**What you have to do:** Would you copy out each line of the records below that includes the word "CÉSAR"?

(Exercise data Opens)

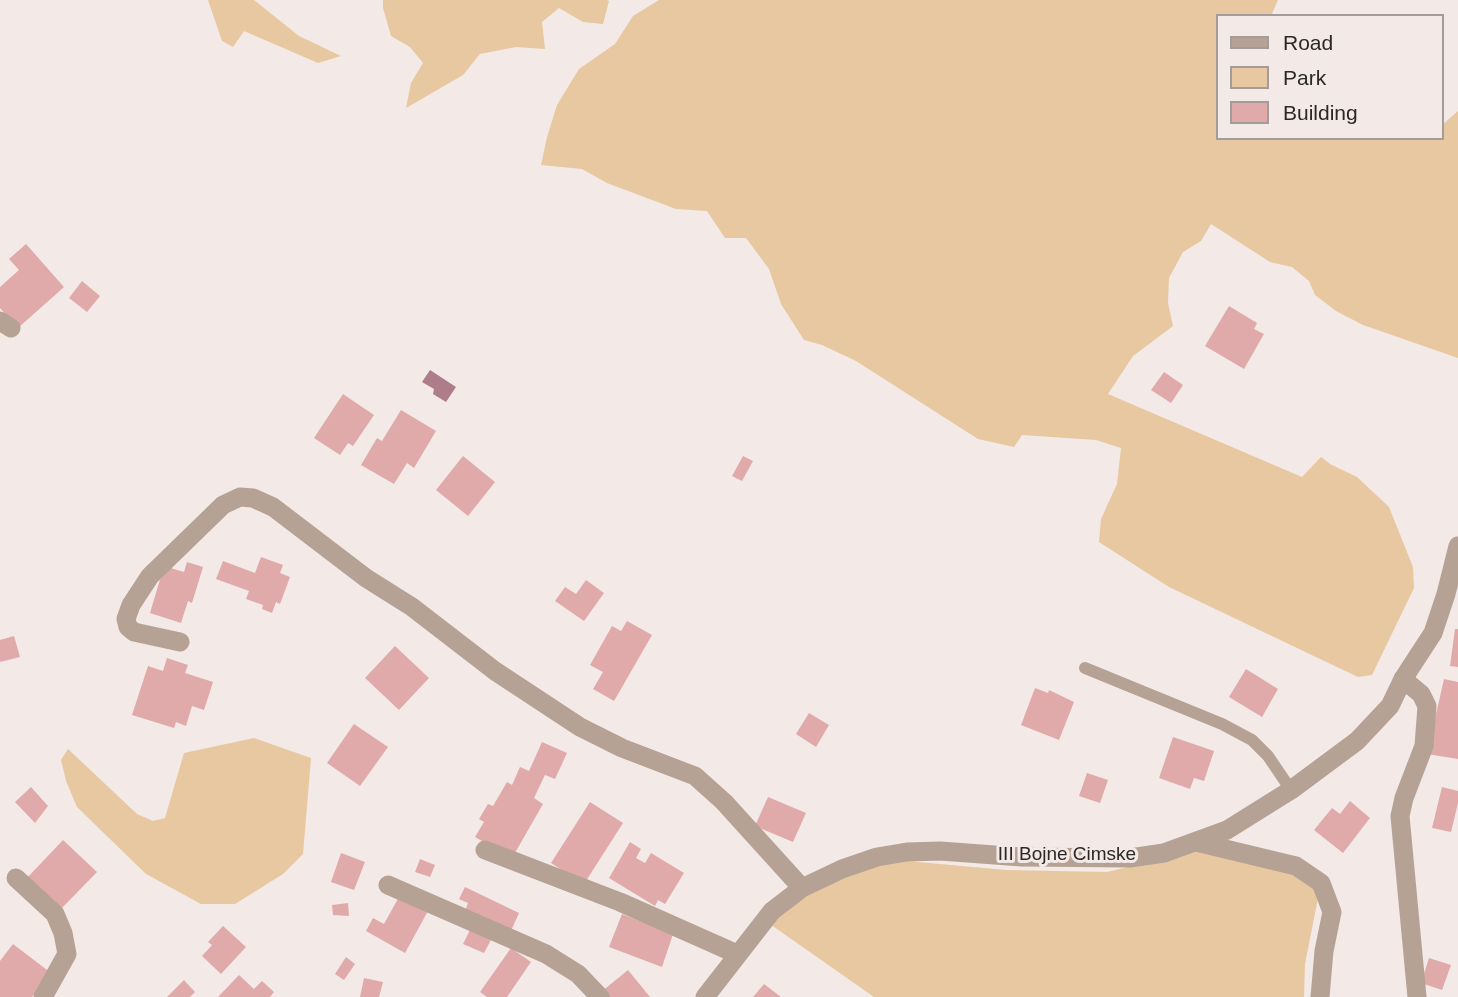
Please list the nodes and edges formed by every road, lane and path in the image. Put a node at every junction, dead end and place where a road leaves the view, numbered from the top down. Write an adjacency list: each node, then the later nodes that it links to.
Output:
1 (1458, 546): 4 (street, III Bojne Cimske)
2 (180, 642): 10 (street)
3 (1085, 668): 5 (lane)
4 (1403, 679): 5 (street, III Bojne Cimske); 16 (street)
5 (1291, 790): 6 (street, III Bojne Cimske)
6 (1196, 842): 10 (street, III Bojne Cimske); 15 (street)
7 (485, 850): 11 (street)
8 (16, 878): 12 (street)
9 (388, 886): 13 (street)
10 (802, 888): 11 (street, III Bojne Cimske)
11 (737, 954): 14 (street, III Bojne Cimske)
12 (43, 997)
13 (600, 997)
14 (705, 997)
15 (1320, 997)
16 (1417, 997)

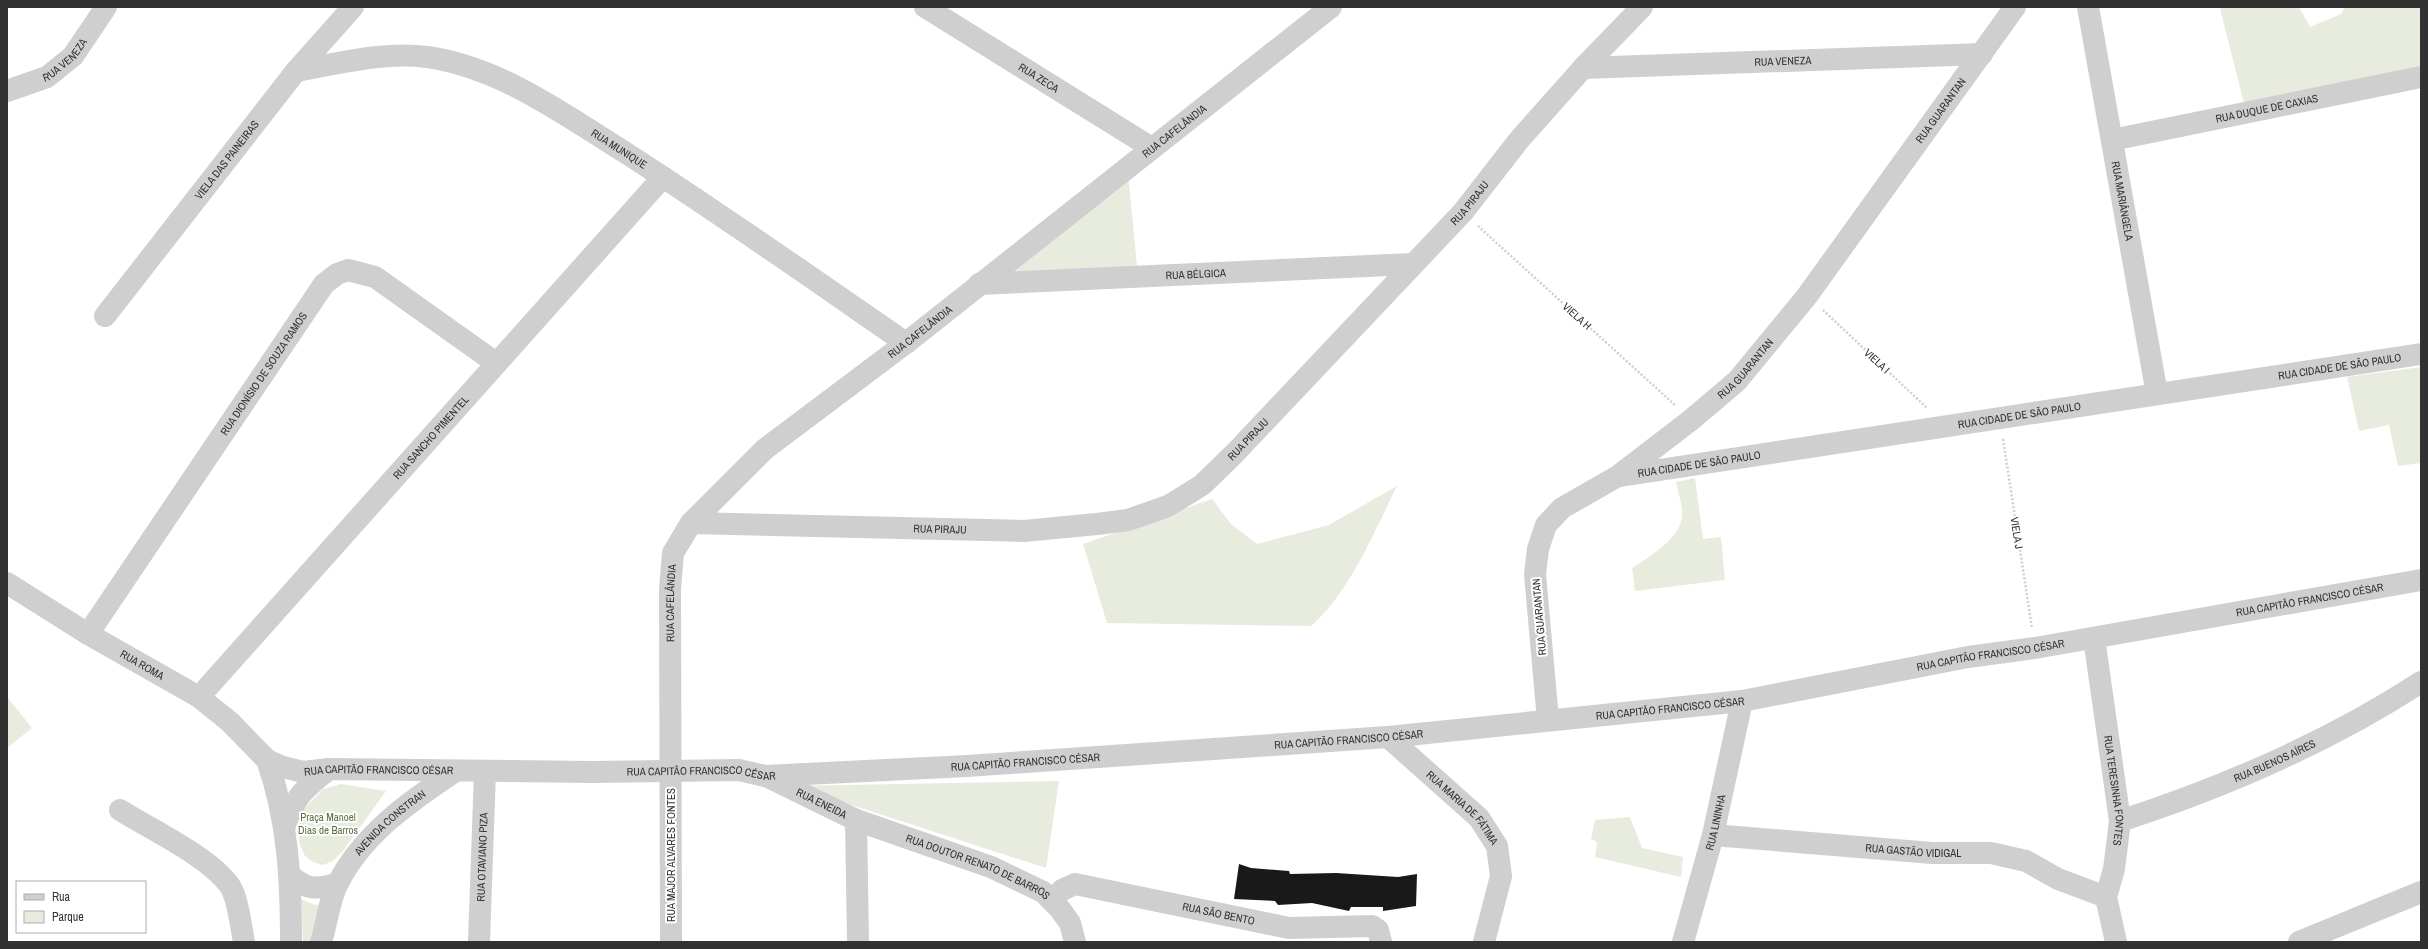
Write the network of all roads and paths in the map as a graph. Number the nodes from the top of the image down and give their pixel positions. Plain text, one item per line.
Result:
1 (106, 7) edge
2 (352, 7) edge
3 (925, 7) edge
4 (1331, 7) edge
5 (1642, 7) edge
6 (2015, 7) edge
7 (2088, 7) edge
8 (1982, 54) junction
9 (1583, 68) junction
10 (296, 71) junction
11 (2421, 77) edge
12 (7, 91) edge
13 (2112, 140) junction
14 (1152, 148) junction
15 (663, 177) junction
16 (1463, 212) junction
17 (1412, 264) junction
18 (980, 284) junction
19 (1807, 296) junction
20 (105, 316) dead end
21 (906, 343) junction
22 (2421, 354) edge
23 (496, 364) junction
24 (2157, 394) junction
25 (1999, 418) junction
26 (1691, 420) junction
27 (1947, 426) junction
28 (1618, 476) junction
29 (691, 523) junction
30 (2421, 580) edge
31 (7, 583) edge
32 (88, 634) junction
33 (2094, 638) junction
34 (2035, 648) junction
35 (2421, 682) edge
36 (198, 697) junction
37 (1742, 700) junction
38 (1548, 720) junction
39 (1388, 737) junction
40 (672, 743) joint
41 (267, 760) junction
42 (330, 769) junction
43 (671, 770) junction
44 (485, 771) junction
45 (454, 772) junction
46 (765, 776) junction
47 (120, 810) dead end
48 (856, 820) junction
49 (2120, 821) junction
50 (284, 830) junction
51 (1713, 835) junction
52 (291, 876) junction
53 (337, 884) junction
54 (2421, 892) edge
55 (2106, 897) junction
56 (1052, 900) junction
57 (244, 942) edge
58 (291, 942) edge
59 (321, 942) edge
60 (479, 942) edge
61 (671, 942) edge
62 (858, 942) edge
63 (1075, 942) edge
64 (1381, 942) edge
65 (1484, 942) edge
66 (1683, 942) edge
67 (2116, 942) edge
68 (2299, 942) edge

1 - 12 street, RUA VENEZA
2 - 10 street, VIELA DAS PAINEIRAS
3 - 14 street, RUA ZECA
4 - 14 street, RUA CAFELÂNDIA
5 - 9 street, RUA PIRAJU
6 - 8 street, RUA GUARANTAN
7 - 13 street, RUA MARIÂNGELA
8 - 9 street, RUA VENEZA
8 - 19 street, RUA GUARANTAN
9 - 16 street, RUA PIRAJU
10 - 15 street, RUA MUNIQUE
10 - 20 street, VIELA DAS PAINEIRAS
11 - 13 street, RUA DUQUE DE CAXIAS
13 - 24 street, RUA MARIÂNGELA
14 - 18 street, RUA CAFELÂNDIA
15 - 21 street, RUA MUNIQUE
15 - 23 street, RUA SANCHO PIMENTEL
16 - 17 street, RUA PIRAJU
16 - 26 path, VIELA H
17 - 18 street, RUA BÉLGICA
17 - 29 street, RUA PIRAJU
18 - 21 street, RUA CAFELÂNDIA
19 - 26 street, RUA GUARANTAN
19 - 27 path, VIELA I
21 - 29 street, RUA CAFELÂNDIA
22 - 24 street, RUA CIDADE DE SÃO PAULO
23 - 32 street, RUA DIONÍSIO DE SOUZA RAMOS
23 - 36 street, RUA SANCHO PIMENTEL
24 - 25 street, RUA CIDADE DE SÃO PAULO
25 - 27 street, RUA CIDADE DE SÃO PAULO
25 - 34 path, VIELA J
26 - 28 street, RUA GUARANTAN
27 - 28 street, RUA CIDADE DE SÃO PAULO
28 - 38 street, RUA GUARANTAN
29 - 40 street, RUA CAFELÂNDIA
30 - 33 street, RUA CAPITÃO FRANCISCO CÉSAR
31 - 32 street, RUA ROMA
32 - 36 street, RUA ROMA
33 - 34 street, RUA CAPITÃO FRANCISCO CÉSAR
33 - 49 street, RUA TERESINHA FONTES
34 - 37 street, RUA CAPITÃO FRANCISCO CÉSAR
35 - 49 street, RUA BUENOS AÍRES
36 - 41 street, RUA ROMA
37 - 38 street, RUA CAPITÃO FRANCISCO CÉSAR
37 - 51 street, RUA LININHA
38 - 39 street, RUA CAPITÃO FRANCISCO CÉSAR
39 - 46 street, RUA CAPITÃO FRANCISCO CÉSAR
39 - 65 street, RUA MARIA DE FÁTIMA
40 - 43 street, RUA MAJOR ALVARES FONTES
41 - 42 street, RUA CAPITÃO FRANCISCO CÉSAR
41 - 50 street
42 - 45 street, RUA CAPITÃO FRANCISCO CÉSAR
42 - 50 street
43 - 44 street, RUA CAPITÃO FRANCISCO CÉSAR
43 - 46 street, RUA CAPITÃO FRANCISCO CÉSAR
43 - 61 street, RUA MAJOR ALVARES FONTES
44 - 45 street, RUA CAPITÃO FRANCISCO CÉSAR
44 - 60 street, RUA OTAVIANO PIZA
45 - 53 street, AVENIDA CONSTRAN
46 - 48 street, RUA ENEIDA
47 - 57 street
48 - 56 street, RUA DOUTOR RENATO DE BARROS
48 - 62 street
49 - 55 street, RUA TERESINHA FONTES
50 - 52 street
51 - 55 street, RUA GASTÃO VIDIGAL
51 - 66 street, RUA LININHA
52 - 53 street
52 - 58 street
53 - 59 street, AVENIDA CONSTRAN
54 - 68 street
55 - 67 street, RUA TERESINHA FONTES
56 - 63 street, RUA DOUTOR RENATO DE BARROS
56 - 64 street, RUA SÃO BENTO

(Exercise data Closes)

**Problem solution:**
30 - 33 street, RUA CAPITÃO FRANCISCO CÉSAR
33 - 34 street, RUA CAPITÃO FRANCISCO CÉSAR
34 - 37 street, RUA CAPITÃO FRANCISCO CÉSAR
37 - 38 street, RUA CAPITÃO FRANCISCO CÉSAR
38 - 39 street, RUA CAPITÃO FRANCISCO CÉSAR
39 - 46 street, RUA CAPITÃO FRANCISCO CÉSAR
41 - 42 street, RUA CAPITÃO FRANCISCO CÉSAR
42 - 45 street, RUA CAPITÃO FRANCISCO CÉSAR
43 - 44 street, RUA CAPITÃO FRANCISCO CÉSAR
43 - 46 street, RUA CAPITÃO FRANCISCO CÉSAR
44 - 45 street, RUA CAPITÃO FRANCISCO CÉSAR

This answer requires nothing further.